• REQUIREMENT: Your reply should contain the whole listing below, repeated exactly, and no images.

• GIVEN RECORDS:
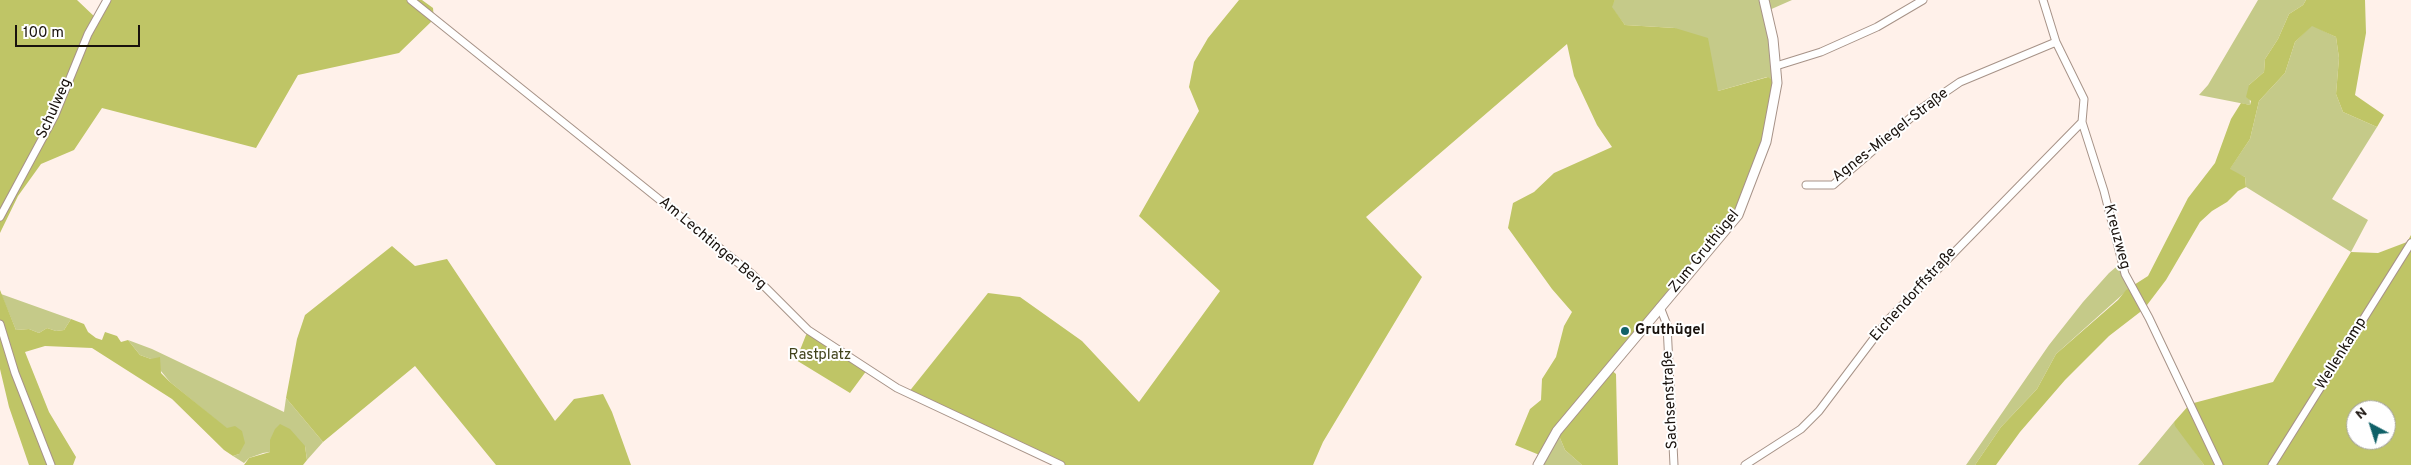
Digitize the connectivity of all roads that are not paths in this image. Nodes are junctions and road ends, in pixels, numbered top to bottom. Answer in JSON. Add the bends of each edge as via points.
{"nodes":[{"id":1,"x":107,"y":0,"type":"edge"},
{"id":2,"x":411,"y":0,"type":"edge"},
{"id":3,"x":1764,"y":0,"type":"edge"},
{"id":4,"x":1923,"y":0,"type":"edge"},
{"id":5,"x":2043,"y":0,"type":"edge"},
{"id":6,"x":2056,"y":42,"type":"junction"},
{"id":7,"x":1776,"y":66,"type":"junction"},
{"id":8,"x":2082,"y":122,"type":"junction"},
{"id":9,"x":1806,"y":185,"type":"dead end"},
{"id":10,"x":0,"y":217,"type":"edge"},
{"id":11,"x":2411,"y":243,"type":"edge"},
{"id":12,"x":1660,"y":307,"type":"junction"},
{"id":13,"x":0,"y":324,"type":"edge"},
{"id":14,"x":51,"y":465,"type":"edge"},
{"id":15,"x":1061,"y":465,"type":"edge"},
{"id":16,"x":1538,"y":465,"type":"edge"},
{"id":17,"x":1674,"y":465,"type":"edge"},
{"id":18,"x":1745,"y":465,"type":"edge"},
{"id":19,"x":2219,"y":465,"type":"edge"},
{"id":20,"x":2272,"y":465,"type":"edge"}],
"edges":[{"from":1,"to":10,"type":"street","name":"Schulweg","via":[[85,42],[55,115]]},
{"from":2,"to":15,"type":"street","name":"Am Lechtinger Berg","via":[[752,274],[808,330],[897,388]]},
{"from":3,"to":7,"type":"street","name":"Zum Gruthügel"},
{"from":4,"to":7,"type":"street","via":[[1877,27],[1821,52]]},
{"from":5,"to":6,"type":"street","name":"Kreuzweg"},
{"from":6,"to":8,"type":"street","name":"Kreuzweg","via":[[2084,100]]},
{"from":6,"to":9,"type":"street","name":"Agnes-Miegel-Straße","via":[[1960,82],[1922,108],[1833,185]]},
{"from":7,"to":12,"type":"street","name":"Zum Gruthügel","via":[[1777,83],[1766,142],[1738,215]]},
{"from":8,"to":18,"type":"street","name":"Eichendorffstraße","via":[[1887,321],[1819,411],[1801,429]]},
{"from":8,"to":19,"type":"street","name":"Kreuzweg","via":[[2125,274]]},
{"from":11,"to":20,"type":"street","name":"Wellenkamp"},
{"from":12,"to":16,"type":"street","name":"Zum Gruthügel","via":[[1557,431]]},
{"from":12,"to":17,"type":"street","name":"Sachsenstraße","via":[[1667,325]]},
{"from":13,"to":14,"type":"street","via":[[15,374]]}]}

• WRITTEN ANSWER:
Digitize the connectivity of all roads that are not paths in this image. Nodes are junctions and road ends, in pixels, numbered top to bottom. Answer in JSON. Add the bends of each edge as via points.
{"nodes":[{"id":1,"x":107,"y":0,"type":"edge"},
{"id":2,"x":411,"y":0,"type":"edge"},
{"id":3,"x":1764,"y":0,"type":"edge"},
{"id":4,"x":1923,"y":0,"type":"edge"},
{"id":5,"x":2043,"y":0,"type":"edge"},
{"id":6,"x":2056,"y":42,"type":"junction"},
{"id":7,"x":1776,"y":66,"type":"junction"},
{"id":8,"x":2082,"y":122,"type":"junction"},
{"id":9,"x":1806,"y":185,"type":"dead end"},
{"id":10,"x":0,"y":217,"type":"edge"},
{"id":11,"x":2411,"y":243,"type":"edge"},
{"id":12,"x":1660,"y":307,"type":"junction"},
{"id":13,"x":0,"y":324,"type":"edge"},
{"id":14,"x":51,"y":465,"type":"edge"},
{"id":15,"x":1061,"y":465,"type":"edge"},
{"id":16,"x":1538,"y":465,"type":"edge"},
{"id":17,"x":1674,"y":465,"type":"edge"},
{"id":18,"x":1745,"y":465,"type":"edge"},
{"id":19,"x":2219,"y":465,"type":"edge"},
{"id":20,"x":2272,"y":465,"type":"edge"}],
"edges":[{"from":1,"to":10,"type":"street","name":"Schulweg","via":[[85,42],[55,115]]},
{"from":2,"to":15,"type":"street","name":"Am Lechtinger Berg","via":[[752,274],[808,330],[897,388]]},
{"from":3,"to":7,"type":"street","name":"Zum Gruthügel"},
{"from":4,"to":7,"type":"street","via":[[1877,27],[1821,52]]},
{"from":5,"to":6,"type":"street","name":"Kreuzweg"},
{"from":6,"to":8,"type":"street","name":"Kreuzweg","via":[[2084,100]]},
{"from":6,"to":9,"type":"street","name":"Agnes-Miegel-Straße","via":[[1960,82],[1922,108],[1833,185]]},
{"from":7,"to":12,"type":"street","name":"Zum Gruthügel","via":[[1777,83],[1766,142],[1738,215]]},
{"from":8,"to":18,"type":"street","name":"Eichendorffstraße","via":[[1887,321],[1819,411],[1801,429]]},
{"from":8,"to":19,"type":"street","name":"Kreuzweg","via":[[2125,274]]},
{"from":11,"to":20,"type":"street","name":"Wellenkamp"},
{"from":12,"to":16,"type":"street","name":"Zum Gruthügel","via":[[1557,431]]},
{"from":12,"to":17,"type":"street","name":"Sachsenstraße","via":[[1667,325]]},
{"from":13,"to":14,"type":"street","via":[[15,374]]}]}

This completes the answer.